Starr claims that Moll is not a hedonist, since she is more interested in acquiring than enjoying. That is true, but the question is, why? Why accumulate riches if you don’t make use of them? It suggests to me almost a class warfare point of view: I will show you, says Moll, how you can survive without the advantages of birth or learning. The point is the accumulation of wealth, not its enjoyment (and of course the accumulation is much more interesting to read about than the enjoyment of wealth).






Sunday 1 April 2018

How religion affects the way you discuss things



A full-page review of books on religion and atheism in today’s Financial Times  (31 March 2018) is headed “A return to faith”. This is fascinating, because of the three books reviewed, one is by an atheist, one by a Christian and one by an academic whose position on faith is not stated. Hardly grounds for indicating a return to faith. And for me, the interest of the review was less about whether there is a return to faith in the modern world and much more about how the reviewer, Christopher de Bellaigue, uses, and in my opinion misuses, tools of language and argument to make his case.

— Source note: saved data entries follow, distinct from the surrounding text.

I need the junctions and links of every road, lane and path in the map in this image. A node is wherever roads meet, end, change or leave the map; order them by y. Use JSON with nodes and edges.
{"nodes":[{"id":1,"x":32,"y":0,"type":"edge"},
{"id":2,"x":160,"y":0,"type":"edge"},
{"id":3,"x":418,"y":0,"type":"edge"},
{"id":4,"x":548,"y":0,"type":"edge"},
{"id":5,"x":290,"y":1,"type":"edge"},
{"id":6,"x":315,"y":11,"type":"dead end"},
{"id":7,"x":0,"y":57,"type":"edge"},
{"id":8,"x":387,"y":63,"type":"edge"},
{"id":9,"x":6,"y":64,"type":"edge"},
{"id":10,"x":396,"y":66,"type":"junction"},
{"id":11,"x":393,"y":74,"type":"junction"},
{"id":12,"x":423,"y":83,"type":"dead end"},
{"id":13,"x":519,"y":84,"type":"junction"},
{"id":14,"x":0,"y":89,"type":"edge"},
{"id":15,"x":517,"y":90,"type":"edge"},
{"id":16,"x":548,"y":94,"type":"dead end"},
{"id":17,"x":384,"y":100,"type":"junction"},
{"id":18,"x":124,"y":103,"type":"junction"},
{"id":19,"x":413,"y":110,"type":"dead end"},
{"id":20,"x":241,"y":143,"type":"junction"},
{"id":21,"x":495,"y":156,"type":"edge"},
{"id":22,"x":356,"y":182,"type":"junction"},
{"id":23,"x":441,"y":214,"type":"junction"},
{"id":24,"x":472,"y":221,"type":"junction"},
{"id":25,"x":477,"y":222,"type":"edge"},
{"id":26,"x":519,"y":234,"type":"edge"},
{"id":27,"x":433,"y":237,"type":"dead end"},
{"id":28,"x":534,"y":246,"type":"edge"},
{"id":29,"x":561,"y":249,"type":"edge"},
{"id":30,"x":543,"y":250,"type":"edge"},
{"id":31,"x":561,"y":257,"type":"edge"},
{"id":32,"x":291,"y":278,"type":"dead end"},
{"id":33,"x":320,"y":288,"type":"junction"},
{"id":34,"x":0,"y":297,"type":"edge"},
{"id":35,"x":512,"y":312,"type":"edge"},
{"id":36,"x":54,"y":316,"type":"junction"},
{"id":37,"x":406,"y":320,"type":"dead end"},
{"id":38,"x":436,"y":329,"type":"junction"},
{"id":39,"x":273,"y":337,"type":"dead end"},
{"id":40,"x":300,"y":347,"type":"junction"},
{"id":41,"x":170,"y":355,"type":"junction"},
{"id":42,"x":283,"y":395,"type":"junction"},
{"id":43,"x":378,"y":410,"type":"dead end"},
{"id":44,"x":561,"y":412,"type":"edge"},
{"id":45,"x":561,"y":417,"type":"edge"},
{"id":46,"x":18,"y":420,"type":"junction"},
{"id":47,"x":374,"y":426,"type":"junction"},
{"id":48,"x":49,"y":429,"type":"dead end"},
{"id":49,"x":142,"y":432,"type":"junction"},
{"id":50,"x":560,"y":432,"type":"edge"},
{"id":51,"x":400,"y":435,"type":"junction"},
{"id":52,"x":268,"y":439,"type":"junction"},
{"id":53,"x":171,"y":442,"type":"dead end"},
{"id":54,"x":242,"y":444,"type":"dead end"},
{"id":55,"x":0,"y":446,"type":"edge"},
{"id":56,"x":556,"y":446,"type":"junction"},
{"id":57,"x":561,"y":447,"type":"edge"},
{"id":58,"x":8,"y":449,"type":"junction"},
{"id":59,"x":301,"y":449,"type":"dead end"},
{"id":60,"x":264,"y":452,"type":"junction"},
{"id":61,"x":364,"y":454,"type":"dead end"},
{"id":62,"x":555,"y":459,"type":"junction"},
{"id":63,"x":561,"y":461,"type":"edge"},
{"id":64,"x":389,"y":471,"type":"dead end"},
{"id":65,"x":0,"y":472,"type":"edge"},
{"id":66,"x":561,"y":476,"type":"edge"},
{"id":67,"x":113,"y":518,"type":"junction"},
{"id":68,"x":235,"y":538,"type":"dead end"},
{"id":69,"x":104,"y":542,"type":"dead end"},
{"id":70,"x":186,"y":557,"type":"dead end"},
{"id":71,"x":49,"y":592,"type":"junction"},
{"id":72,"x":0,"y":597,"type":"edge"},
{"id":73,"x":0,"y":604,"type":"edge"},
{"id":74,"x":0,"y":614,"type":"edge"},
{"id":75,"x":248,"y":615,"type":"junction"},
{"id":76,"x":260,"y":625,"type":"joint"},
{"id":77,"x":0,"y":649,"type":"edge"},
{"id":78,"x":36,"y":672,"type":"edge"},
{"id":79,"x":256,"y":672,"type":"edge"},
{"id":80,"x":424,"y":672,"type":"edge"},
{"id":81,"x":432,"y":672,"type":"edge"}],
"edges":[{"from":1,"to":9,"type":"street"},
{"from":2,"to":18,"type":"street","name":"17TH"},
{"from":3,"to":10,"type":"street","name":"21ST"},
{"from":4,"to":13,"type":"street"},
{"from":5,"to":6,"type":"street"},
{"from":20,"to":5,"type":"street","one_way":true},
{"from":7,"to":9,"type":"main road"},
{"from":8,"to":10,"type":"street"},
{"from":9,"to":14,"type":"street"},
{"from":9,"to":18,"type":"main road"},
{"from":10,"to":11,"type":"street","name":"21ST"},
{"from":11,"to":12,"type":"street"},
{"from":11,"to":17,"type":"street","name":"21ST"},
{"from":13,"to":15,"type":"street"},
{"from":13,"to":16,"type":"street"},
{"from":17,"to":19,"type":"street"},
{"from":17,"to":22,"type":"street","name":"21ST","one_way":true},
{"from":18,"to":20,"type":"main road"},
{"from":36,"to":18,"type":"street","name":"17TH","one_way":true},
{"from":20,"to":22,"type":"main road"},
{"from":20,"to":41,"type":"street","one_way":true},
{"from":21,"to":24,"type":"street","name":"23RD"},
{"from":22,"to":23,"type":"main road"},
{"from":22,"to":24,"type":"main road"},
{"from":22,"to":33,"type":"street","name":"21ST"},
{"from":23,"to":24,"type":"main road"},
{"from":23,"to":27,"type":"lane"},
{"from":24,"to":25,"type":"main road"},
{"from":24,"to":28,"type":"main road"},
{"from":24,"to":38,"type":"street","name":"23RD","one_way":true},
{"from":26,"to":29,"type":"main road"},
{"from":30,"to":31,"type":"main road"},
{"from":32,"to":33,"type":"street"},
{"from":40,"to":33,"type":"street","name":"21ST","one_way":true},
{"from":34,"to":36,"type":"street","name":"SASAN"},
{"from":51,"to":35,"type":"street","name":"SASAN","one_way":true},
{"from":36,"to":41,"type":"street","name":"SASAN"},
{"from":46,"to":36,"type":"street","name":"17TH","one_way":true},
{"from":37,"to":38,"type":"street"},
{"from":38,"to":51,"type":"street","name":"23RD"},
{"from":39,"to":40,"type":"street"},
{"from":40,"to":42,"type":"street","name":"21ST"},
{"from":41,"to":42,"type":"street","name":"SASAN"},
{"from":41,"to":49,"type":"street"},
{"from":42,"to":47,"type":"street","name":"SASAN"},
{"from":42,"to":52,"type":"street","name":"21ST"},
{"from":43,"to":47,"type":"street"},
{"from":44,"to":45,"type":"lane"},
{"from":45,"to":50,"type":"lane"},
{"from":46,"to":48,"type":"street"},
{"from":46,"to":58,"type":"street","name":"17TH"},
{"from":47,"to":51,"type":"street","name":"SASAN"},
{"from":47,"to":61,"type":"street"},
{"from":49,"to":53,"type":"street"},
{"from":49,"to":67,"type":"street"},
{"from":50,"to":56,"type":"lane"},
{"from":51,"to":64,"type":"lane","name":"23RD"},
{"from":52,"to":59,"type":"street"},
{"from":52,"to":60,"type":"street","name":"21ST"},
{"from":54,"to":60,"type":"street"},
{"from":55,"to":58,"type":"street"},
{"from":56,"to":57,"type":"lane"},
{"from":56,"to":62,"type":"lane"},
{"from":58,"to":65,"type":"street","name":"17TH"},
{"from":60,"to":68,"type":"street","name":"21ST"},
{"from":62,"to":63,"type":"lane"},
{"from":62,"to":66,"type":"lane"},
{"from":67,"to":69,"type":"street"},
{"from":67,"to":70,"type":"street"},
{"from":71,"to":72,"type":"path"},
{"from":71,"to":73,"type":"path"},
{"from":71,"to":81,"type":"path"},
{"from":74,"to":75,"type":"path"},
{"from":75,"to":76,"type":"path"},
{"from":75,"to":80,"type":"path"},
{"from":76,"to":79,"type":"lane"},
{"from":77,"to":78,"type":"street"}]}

Example one: using examples extraneous to the subject to criticize the author
Mary Beard has written a book about the relationship of art and religion (according to the publisher’s blurb) or about the origins of art and religious masterpieces (according to de Bellaigue) – not quite the same thing. The difference becomes clearer when de Bellaigue mentions Leonardo’s St Anne Cartoon as an example of “how extraordinarily giving the human mind has been when fertilised by faith”.  
This is a fallacious argument, firstly because Beard does not include it as one of her examples, and secondly because there is no agreement whether Leonardo was religious or not. In fact Vasari states in his life of Leonardo ‘Leonardo formed in his mind a conception so heretical as not to approach any religion whatsoever’. Since the jury is out over Leonardo’s Christian belief or otherwise, it strikes me as unhelpful to use his paintings as a proof of what can be achieved by faith-based art. Thousands of Renaissance painters created images of Christian scenes, but that does not imply they were all motivated by faith.

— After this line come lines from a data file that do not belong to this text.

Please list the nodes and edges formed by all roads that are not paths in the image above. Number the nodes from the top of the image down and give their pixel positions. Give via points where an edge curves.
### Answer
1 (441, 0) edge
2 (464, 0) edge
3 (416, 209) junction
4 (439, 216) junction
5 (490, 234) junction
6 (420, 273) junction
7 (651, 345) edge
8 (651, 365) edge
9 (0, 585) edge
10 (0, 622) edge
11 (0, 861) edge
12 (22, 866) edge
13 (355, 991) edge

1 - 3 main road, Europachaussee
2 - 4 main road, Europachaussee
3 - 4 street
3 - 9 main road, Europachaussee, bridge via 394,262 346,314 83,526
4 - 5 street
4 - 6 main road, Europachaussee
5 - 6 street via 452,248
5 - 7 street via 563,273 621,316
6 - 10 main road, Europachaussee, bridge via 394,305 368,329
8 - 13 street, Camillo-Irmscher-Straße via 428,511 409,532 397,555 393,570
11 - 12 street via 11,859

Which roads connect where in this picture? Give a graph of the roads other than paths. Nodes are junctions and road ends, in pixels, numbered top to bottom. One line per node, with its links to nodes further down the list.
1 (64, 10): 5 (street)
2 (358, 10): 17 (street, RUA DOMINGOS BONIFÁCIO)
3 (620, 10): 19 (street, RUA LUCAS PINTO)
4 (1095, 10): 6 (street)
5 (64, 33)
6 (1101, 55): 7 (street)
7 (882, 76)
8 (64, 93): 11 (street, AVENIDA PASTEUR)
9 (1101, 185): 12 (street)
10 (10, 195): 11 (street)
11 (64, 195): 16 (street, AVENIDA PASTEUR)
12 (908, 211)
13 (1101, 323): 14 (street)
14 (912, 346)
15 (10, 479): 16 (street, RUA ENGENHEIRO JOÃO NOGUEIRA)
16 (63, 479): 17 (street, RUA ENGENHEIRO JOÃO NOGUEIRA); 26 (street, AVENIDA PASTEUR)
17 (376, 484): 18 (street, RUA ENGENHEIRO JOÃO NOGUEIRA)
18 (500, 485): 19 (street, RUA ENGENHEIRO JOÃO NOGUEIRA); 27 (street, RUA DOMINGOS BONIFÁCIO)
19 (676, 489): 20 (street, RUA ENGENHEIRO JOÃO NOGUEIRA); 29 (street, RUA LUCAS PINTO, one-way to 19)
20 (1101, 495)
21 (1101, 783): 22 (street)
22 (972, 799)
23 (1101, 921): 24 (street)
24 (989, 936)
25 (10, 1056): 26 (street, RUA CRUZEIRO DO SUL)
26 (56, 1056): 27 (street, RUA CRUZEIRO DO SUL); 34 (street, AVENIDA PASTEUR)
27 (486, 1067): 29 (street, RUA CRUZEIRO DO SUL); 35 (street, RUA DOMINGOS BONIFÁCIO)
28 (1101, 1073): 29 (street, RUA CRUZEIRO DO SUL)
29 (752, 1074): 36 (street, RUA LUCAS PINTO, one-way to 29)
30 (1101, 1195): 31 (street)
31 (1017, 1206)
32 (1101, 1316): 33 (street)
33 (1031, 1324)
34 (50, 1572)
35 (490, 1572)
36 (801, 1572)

Example two: using a minor truth as evidence of a major truth
De Bellaigue praises Marilynne Robins, an American Christian, as an exemplar of liberal Christianity. “The Congregationalist church she attends in her hometown of Iowa City blessed gay unions even before the state of Iowa legalised same-sex marriage in 2009.” Well, that sounds good – until you realise that the Christian church has been responsible for much of the prejudice against homosexuality that exists today and that even today it remains deeply compromised over gay sex. To claim, as de Bellaigue does, that her church is in the vanguard because it predated approval by the state of Iowa is, to be frank, meaningless.

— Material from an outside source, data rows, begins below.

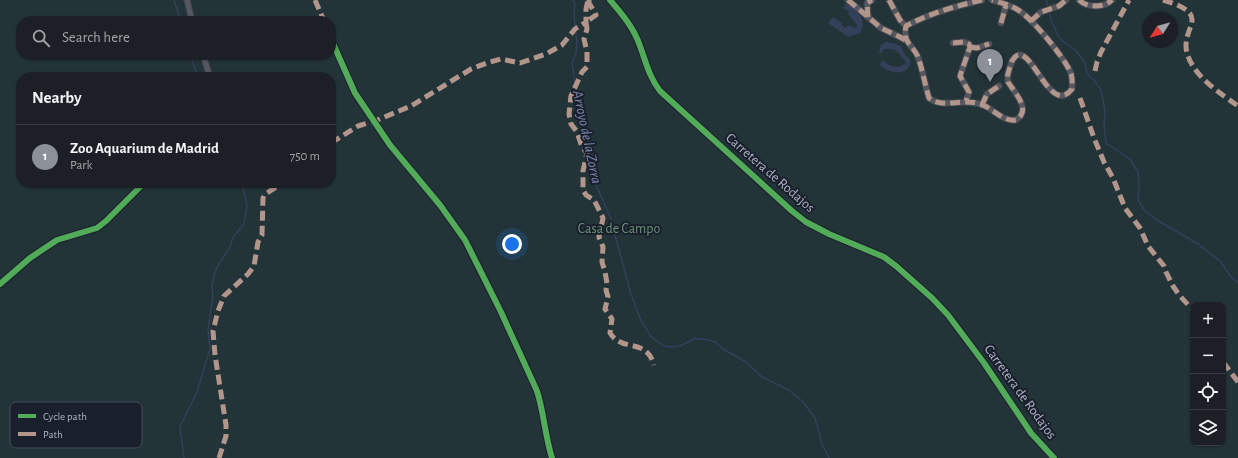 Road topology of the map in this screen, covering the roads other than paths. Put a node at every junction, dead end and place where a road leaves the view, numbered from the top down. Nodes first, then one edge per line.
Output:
1 (187, 0) edge
2 (610, 0) edge
3 (848, 0) edge
4 (872, 0) edge
5 (889, 0) edge
6 (982, 0) edge
7 (992, 0) edge
8 (1066, 0) edge
9 (1079, 0) edge
10 (1112, 0) edge
11 (1006, 5) junction
12 (191, 16) edge
13 (868, 17) junction
14 (1031, 21) junction
15 (1001, 23) dead end
16 (906, 26) junction
17 (905, 40) junction
18 (953, 43) dead end
19 (989, 44) dead end
20 (970, 47) junction
21 (205, 60) edge
22 (208, 72) edge
23 (1003, 82) junction
24 (966, 101) junction
25 (982, 104) junction
26 (139, 188) edge
27 (0, 284) edge
28 (1054, 458) edge

1 - 12 street
2 - 28 street, Carretera de Rodajos
3 - 13 street
4 - 13 street
5 - 16 street
6 - 16 street
7 - 11 street
8 - 14 street
9 - 10 street
11 - 14 street
11 - 15 street
13 - 17 street
14 - 23 street
16 - 17 street
17 - 24 street
18 - 20 street
19 - 20 street
20 - 24 street
21 - 22 street
23 - 25 street
23 - 25 street
24 - 25 street
26 - 27 street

Example three: misuse of clauses
De Bellaigue, by skilful and manipulative use of language, draws thinkers from the opposition to his own side.  In discussing John Gray’s Seven Types of Atheism,  he states “Gray is a non-believer but his historical view of atheism … suggest the crimes carried out in [atheism’s] name are as shameful as any done for God”.
That word “but”! De Bellaigue in this sentence links the so-called crimes of atheism with an argument for belief.  What’s more, he assumes a “God” we all know and are familiar with  - why should we be, unless we are a believer?

Why do writers employ such tactics? Unfortunately, they often do so in the mane of their belief in a religion, which others do not share and which they cannot accept. Belief in a religion, even for individuals as clever and educated as de Bellaigue, appears to lead them to elementary errors in arguments such as these.